Stored data
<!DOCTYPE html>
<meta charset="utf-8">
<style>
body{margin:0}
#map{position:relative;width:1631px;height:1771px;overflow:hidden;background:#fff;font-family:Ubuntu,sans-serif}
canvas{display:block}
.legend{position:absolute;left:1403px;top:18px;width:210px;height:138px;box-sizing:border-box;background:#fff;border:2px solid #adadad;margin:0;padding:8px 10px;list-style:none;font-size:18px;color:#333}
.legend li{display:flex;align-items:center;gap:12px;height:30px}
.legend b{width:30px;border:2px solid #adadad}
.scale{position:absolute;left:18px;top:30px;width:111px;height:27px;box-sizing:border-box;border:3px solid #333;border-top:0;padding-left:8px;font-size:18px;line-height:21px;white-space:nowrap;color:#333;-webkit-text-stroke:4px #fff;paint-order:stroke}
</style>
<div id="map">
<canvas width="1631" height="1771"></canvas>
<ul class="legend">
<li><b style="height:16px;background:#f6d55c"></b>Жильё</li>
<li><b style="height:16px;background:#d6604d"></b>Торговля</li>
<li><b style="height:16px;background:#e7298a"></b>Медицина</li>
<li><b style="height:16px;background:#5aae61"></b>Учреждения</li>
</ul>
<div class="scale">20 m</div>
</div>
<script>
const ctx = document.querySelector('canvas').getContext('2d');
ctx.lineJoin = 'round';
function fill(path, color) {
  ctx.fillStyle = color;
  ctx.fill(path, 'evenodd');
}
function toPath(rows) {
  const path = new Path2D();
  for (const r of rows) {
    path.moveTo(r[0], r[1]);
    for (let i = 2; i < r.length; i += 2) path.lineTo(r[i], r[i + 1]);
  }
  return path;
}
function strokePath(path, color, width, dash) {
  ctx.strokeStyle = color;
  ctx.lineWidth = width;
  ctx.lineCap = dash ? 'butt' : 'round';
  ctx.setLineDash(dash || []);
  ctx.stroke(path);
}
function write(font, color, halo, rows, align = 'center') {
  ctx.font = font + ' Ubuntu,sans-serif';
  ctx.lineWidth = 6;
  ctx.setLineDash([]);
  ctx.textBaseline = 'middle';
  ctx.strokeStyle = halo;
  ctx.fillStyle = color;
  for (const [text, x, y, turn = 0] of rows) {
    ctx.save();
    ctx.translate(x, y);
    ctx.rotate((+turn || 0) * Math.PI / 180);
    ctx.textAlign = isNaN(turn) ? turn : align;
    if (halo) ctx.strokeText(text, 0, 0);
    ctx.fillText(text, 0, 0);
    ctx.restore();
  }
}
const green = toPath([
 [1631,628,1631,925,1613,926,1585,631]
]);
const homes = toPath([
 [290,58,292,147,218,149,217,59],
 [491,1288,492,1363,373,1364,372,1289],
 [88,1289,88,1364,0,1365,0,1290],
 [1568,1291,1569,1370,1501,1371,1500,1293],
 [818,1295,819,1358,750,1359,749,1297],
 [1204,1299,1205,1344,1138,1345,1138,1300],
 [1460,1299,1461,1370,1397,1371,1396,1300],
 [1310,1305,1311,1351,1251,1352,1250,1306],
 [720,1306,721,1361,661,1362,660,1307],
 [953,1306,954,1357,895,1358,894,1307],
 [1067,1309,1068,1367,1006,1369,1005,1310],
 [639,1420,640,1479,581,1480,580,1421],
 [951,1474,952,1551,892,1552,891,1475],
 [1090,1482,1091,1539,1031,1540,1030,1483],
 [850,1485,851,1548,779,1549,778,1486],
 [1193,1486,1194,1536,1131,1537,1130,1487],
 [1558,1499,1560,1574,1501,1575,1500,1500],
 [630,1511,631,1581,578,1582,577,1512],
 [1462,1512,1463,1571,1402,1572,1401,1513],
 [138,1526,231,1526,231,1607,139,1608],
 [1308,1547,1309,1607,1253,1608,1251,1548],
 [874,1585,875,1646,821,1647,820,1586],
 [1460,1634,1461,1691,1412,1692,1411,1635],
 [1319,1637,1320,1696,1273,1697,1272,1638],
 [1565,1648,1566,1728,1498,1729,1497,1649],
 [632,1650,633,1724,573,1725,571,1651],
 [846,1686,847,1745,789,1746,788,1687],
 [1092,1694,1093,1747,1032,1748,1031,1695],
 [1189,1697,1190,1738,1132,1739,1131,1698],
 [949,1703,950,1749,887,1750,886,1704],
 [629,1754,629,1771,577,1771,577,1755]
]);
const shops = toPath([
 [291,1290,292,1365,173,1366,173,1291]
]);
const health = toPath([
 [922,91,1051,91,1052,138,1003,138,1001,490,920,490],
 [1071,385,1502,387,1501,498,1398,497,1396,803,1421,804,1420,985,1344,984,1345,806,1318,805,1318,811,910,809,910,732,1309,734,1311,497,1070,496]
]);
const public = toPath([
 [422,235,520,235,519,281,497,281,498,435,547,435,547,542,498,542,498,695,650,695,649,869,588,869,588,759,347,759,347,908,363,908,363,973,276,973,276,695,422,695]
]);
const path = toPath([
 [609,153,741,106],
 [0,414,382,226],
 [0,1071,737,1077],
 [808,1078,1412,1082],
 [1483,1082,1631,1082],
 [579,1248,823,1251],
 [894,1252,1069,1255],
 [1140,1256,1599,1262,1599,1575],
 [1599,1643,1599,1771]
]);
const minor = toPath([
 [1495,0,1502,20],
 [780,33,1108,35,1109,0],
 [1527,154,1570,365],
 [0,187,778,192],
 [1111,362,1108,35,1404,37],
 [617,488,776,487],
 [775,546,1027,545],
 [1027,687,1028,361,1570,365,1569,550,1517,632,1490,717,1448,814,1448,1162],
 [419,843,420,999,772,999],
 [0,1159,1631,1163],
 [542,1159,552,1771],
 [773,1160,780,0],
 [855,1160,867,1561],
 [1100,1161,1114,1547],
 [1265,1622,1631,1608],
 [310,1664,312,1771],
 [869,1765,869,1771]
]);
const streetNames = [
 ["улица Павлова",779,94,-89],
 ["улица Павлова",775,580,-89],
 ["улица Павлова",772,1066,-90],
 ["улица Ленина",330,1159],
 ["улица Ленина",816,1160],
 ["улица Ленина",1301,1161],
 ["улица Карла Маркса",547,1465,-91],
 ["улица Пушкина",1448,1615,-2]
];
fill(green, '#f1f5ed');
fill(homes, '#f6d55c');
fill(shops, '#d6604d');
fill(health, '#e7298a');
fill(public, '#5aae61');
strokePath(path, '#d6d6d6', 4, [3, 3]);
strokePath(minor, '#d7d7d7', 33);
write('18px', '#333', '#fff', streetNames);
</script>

PROBLEM DESCRIPTION:
Find every line of the records holding "center". Answer with the count alone.

RESPONSE TO THE TASK:
2